• [Given records]:

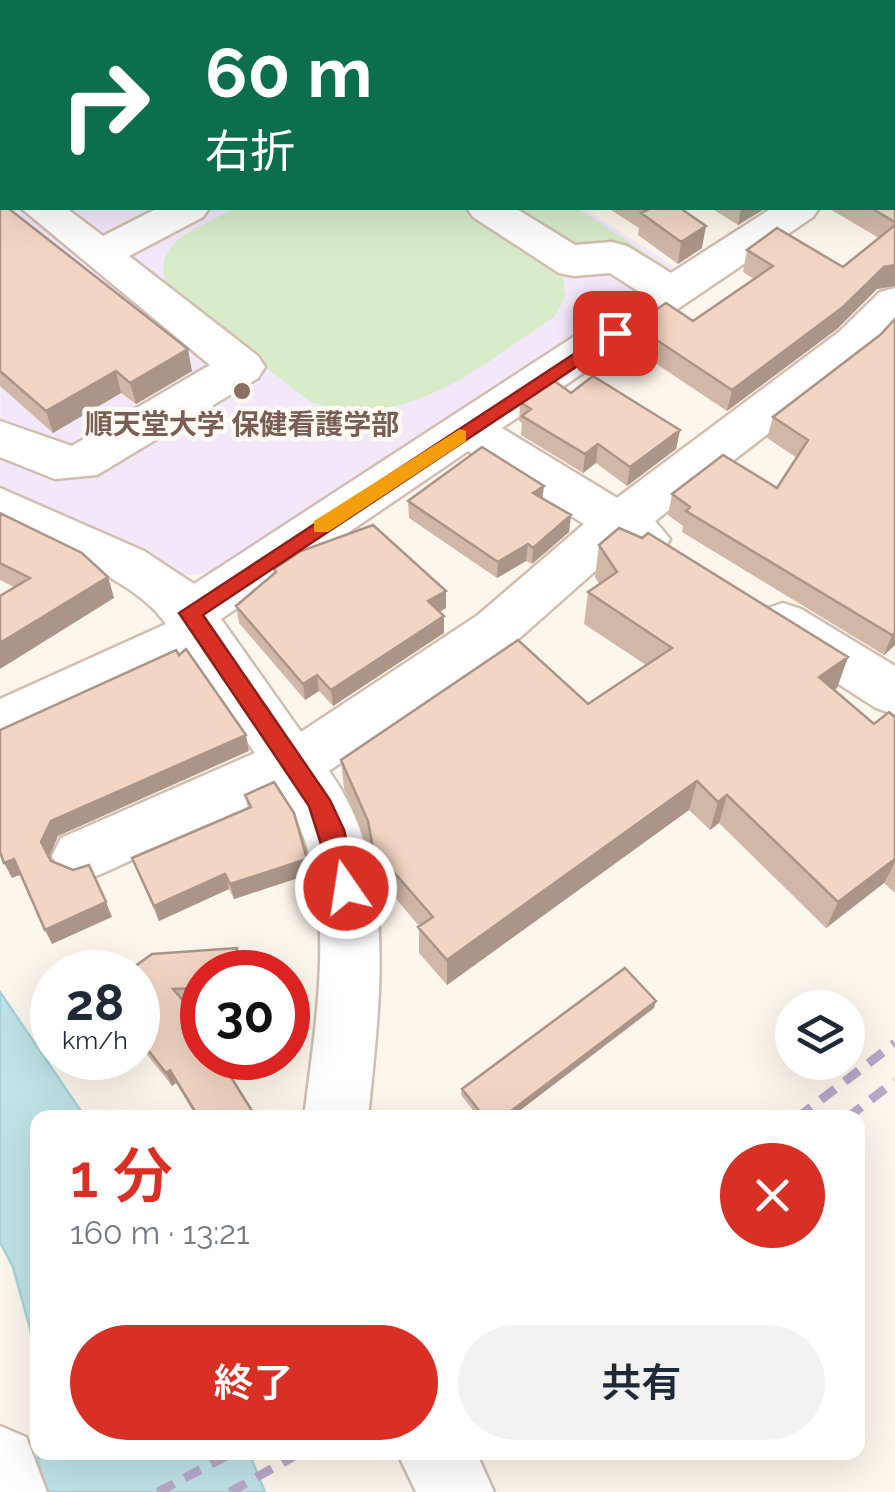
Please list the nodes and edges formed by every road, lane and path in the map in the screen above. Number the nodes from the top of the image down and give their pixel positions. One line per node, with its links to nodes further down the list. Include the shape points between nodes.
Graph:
1 (44, 210): 6 (street)
2 (131, 210): 6 (street)
3 (184, 210): 6 (street)
4 (491, 210): 7 (street, via 574,263 612,254)
5 (795, 210): 7 (street, via 725,240)
6 (89, 245): 10 (street, via 242,367 80,463 55,462)
7 (673, 294): 9 (street)
8 (895, 302): 12 (street, via 831,362)
9 (469, 430): 12 (street); 15 (street)
10 (0, 438)
11 (0, 506): 15 (street, via 126,564)
12 (618, 522): 13 (street); 18 (street, via 496,628)
13 (685, 563)
14 (752, 604): 16 (street)
15 (196, 622): 17 (street); 18 (street)
16 (893, 687)
17 (0, 724)
18 (296, 764): 19 (street); 20 (street, via 332,830 351,923 350,1013)
19 (82, 856)
20 (337, 1110)
21 (438, 1460): 24 (street)
22 (0, 1463): 23 (street)
23 (10, 1492)
24 (456, 1492)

• [Prompt]: What is needed is the whole listing again, set down exactly, without its pictures.

• [Answer box]:
Please list the nodes and edges formed by every road, lane and path in the map in the screen above. Number the nodes from the top of the image down and give their pixel positions. One line per node, with its links to nodes further down the list. Include the shape points between nodes.
Graph:
1 (44, 210): 6 (street)
2 (131, 210): 6 (street)
3 (184, 210): 6 (street)
4 (491, 210): 7 (street, via 574,263 612,254)
5 (795, 210): 7 (street, via 725,240)
6 (89, 245): 10 (street, via 242,367 80,463 55,462)
7 (673, 294): 9 (street)
8 (895, 302): 12 (street, via 831,362)
9 (469, 430): 12 (street); 15 (street)
10 (0, 438)
11 (0, 506): 15 (street, via 126,564)
12 (618, 522): 13 (street); 18 (street, via 496,628)
13 (685, 563)
14 (752, 604): 16 (street)
15 (196, 622): 17 (street); 18 (street)
16 (893, 687)
17 (0, 724)
18 (296, 764): 19 (street); 20 (street, via 332,830 351,923 350,1013)
19 (82, 856)
20 (337, 1110)
21 (438, 1460): 24 (street)
22 (0, 1463): 23 (street)
23 (10, 1492)
24 (456, 1492)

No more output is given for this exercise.